=== RECORDS TO USE ===

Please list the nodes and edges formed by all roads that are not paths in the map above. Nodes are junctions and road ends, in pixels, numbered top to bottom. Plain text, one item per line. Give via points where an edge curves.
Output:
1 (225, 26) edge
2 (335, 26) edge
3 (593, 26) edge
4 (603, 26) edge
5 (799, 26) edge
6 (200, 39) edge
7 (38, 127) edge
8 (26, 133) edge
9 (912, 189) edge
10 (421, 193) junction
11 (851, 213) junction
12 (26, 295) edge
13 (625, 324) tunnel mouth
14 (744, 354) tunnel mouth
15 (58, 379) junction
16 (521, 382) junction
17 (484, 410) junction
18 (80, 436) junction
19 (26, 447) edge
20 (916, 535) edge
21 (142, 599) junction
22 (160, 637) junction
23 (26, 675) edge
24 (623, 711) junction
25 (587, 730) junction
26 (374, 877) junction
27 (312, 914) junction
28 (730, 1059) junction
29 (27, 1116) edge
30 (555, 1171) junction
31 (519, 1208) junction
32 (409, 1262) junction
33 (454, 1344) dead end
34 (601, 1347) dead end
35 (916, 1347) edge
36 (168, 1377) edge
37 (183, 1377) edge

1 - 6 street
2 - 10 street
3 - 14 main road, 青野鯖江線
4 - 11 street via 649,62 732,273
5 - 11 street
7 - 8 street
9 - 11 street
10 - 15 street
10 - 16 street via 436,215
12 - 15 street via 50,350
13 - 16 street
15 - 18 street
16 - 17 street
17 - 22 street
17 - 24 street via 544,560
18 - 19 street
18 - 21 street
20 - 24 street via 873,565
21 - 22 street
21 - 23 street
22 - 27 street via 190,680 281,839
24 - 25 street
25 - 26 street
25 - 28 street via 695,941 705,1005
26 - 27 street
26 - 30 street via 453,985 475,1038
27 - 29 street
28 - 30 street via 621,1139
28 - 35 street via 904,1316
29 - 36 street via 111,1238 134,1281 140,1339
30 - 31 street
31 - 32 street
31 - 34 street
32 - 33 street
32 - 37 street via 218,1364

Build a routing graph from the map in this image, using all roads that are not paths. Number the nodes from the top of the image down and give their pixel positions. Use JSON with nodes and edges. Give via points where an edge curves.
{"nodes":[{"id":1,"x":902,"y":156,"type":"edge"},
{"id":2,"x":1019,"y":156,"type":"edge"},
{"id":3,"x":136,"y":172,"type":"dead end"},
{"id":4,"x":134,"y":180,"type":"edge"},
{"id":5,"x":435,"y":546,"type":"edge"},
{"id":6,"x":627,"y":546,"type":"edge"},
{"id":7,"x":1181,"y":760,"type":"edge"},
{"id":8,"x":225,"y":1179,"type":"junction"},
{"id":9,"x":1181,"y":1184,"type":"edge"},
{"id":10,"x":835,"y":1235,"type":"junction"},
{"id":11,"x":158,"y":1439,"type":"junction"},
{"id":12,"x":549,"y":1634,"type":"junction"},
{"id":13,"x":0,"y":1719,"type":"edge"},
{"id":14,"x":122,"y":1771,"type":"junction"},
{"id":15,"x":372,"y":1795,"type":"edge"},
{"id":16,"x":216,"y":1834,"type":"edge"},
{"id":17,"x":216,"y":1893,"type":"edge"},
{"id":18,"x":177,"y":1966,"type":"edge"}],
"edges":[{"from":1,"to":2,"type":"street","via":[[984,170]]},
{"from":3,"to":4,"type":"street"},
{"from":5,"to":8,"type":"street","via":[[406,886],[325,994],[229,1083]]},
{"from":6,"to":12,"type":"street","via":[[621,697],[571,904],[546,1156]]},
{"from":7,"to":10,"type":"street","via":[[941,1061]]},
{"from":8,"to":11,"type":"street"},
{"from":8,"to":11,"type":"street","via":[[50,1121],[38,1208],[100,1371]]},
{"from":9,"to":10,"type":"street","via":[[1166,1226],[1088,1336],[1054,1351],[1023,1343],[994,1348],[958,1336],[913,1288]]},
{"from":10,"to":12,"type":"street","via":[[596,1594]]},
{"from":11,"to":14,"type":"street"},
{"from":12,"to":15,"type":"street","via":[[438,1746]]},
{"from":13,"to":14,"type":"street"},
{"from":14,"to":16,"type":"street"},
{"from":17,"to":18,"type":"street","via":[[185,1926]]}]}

===

» EXERCISE AIM
Only lines containing the word "tunnel" should be copied from the material above.

» SOLUTION TO THE EXERCISE
13 (625, 324) tunnel mouth
14 (744, 354) tunnel mouth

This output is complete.